Wenn man Bäume bekritzelt, ist es dasselbe, als wenn man sie verwundet. Durch die Wunde können Schimmelpilze und Insekten in den Baum gelangen und ihn dadurch schwächen.

V. Halten Sie den Wald sauber. Nehmen Sie Ihre Abfälle mit nach Hause.

Abfälle im Wald verschandeln die wunderschöne Landschaft und verärgern andere Waldbesucher. Außerdem ist die Vermüllung der Landschaft schlecht für Mensch, Tier und Natur. Der Boden kann verschmutzen und Tiere fressen den Müll auf oder verheddern sich darin.

VI. Bleiben Sie auf den Wegen und zertrampeln Sie den Boden nicht.

Wenn häufig über den Waldboden gelaufen wird, wird dieser zusammengepresst und schließlich hart. Wasser und Luft können nicht mehr bis zu den Wurzeln von Pflanzen und Bäumen vordringen. Die Wurzeln fangen an zu verrotten, und die Bäume sterben schließlich ab. Wer die Wege verlässt, beschädigt außerdem anfällige Pflanzensorten und stört die Waldbewohner.

VII. Sorgen Sie für Sicherheit und machen Sie kein Feuer. Ein Feuer verbreitet sich schnell.

In Trockenperioden reicht eine Zigarettenkippe aus, um den Wald in kürzester Zeit in Flammen zu setzen. Darum ist es streng verboten, im Wald ein Feuer zu machen.

VIII. Schauen Sie sich die Wasservögel an, aber füttern Sie sie nicht.

Wilde Tiere finden genug Futter in der Natur. Das Füttern von Wasservögeln scheint eine gute Tat zu sein, aber Brot ist zu einseitig und enthält nicht die Nährstoffe, die die Tiere benötigen. Außerdem verrottet das Brot im Wasser und der Teich wird zu einem Brutherd für Bakterien. Diese verursachen schwere Krankheiten wie Botulismus. Die Folgen sind Lähmungen oder sogar der Tod.

IX. Wählen Sie den richtigen Weg für Ihre Aktivität: Spazierengehen, Fahrradfahren, Reiten etc.
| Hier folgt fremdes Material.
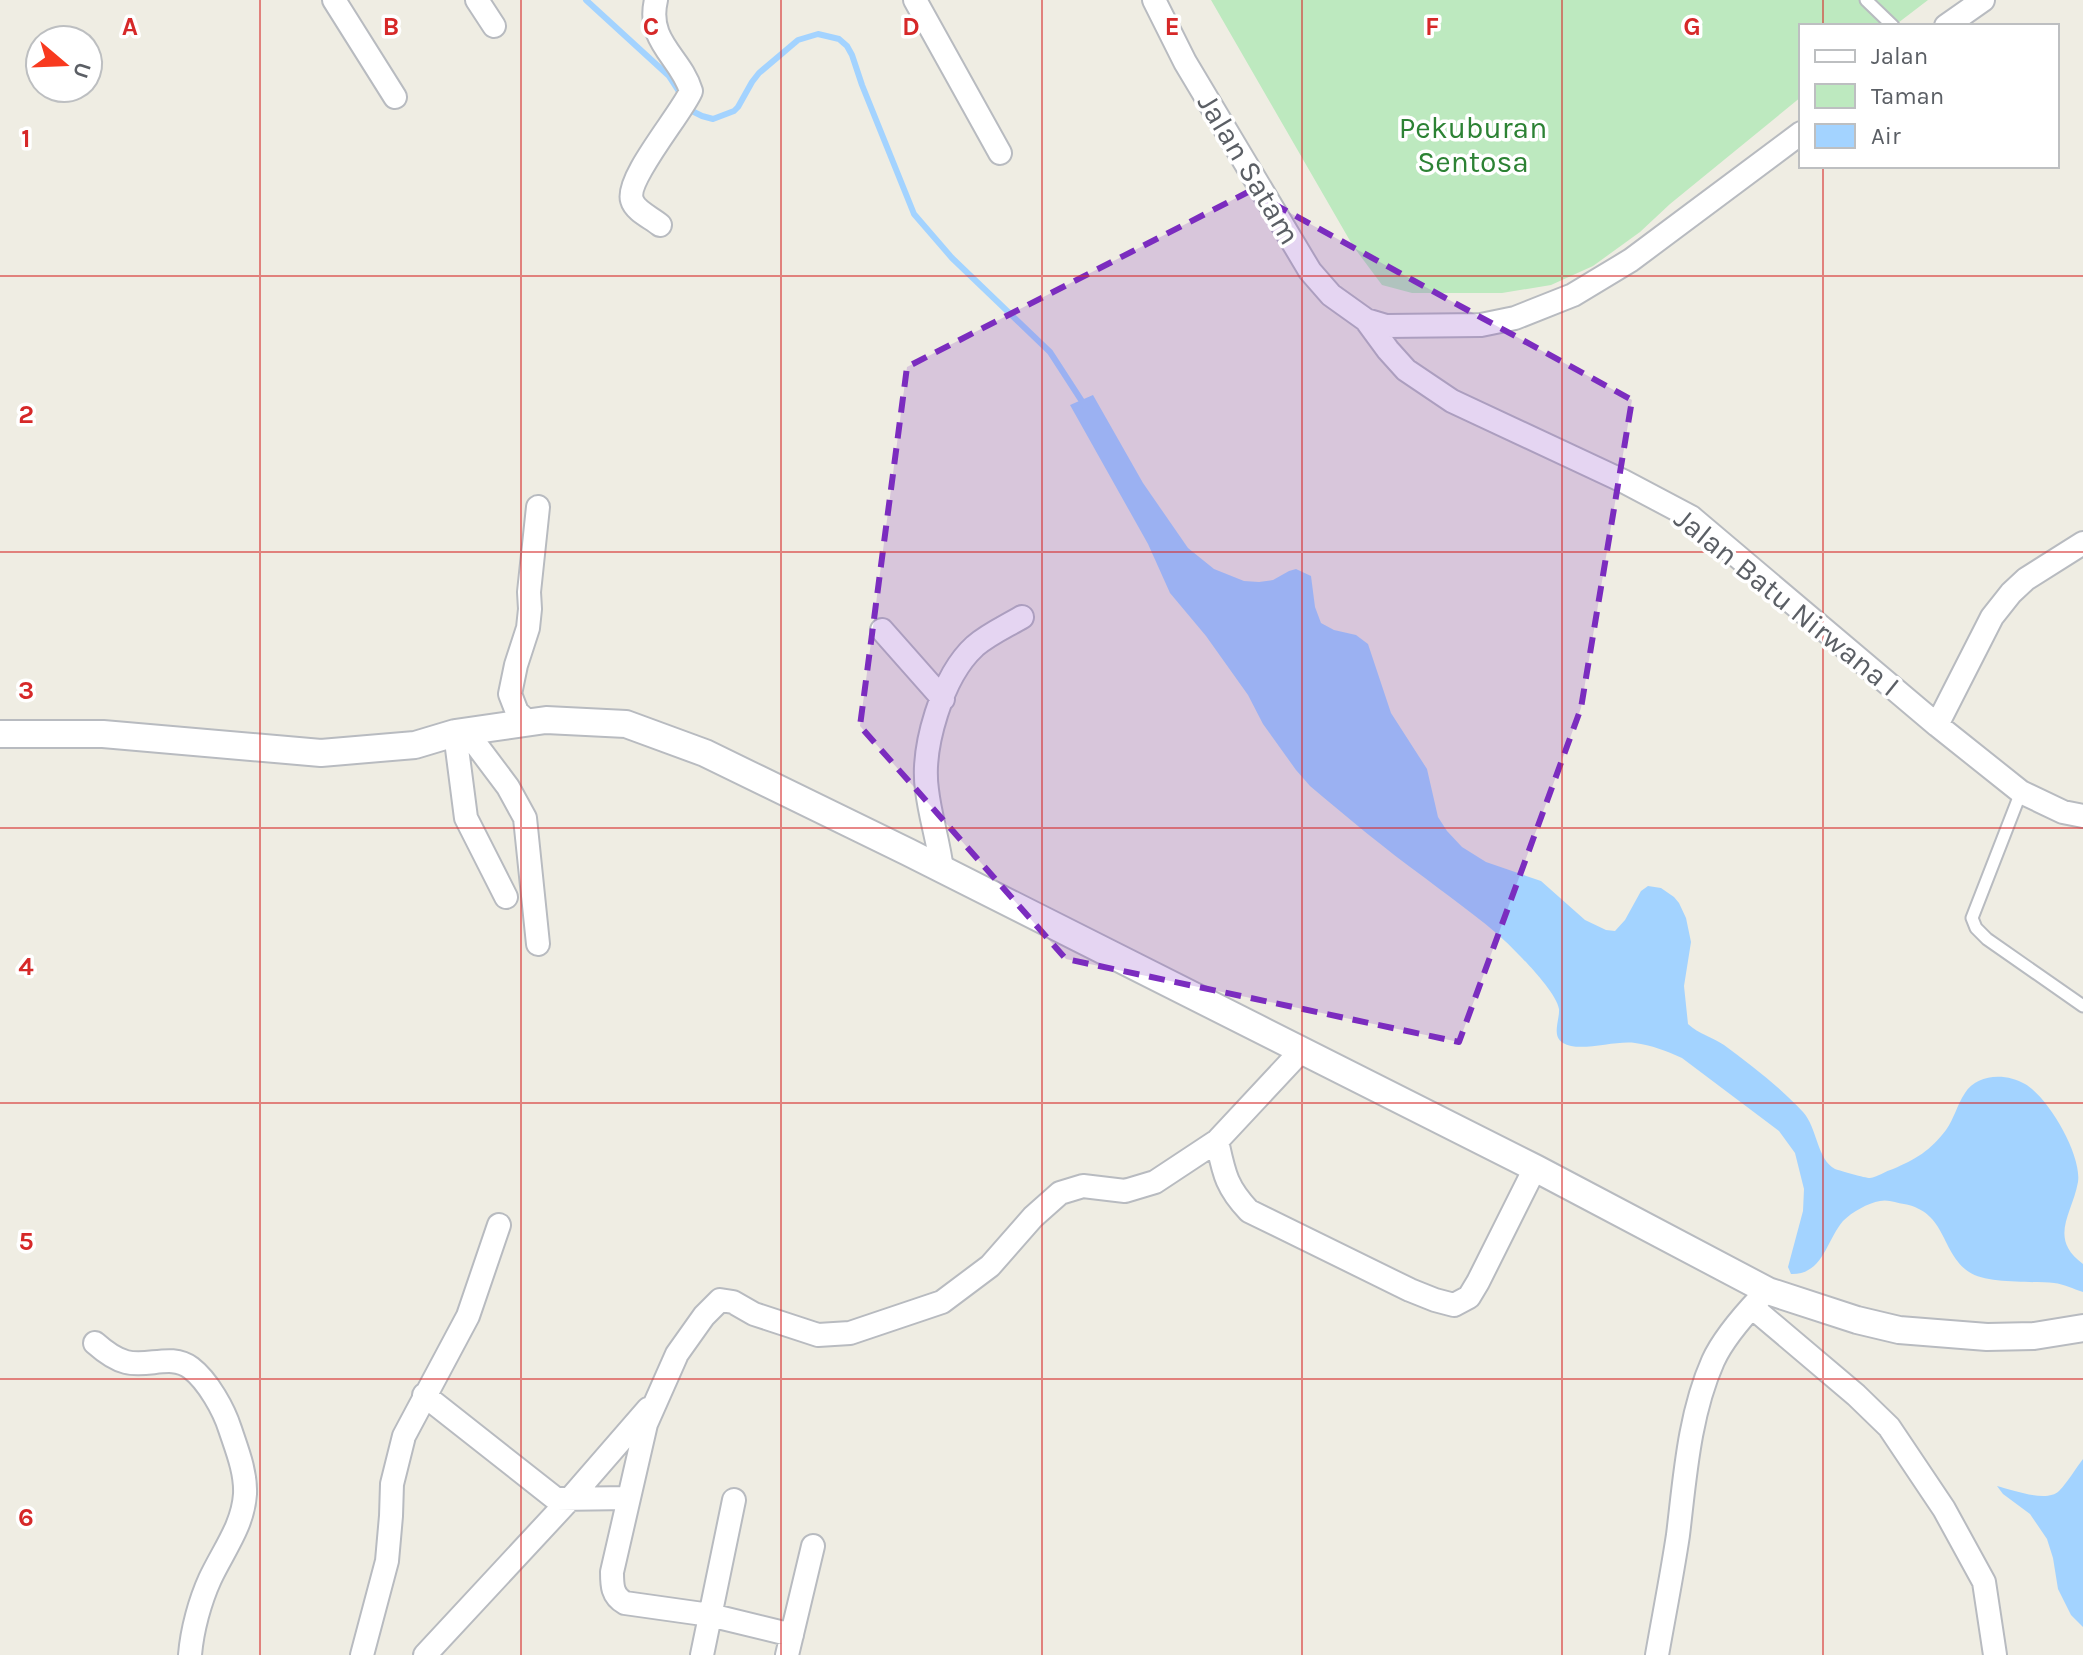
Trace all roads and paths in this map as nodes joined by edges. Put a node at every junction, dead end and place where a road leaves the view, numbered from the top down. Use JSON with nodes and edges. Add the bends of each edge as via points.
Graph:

Im Zonienwald wurden für jeden Besucher passende Wege angelegt. Jeder Erholungssuchende kann diese zur sicheren und bequemen Ausübung seines Sports nutzen. Für die Sicherheit anderer Besucher ist es wichtig, dass Reiter, Fahrradfahrer und Spaziergänger auf ihren jeweiligen Wegen bleiben. Bellende Hunde auf einem Reiterpfad oder eine schwangere Frau mit Kinderwagen auf einer steilen Mountainbike-Piste sind Beispiele für gefährliche Kombinationen.

X. Lassen Sie totes Holz liegen. Es wird gern von Tieren und Pflanzen als Zuhause genutzt.

Totes und modriges Holz fördern die Biodiversität im Wald. Es ist eine Nahrungsquelle für viele Mikroorganismen und wirbellose Tiere und bildet so ein wichtiges Bindeglied im Ökosystem des Waldes. Tiere wie Salamander, Fledermäuse und Baummarder nutzen liegende oder stehende tote Bäume häufig als Unterschlupf.

XI. Halten Sie exotische Tiere und Pflanzen vom Zonienwald fern.

Der Kampf gegen exotische Pflanzen wie die Amerikanische Traubenkirsche und den Japanischen Staudenknöterich in unseren Wäldern kostet Beträge in Millionenhöhe. Sie verbreiten sich rasend schnell und verdrängen die einheimischen Pflanzen. Derzeit haben wir die Situation noch unter Kontrolle. Aber in anderen Wäldern im Land haben die invasiven Pflanzen die Oberhand gewonnen.

XII. Genießen Sie den Wald, aber respektieren Sie auch die anderen Waldbesucher.

Diese Regel fasst eigentlich alle anderen Regeln gut zusammen. Wenn Sie Respekt für die Natur und für andere Besucher zeigen, kann jeder den Wald optimal genießen – und das noch viele Generationen lang.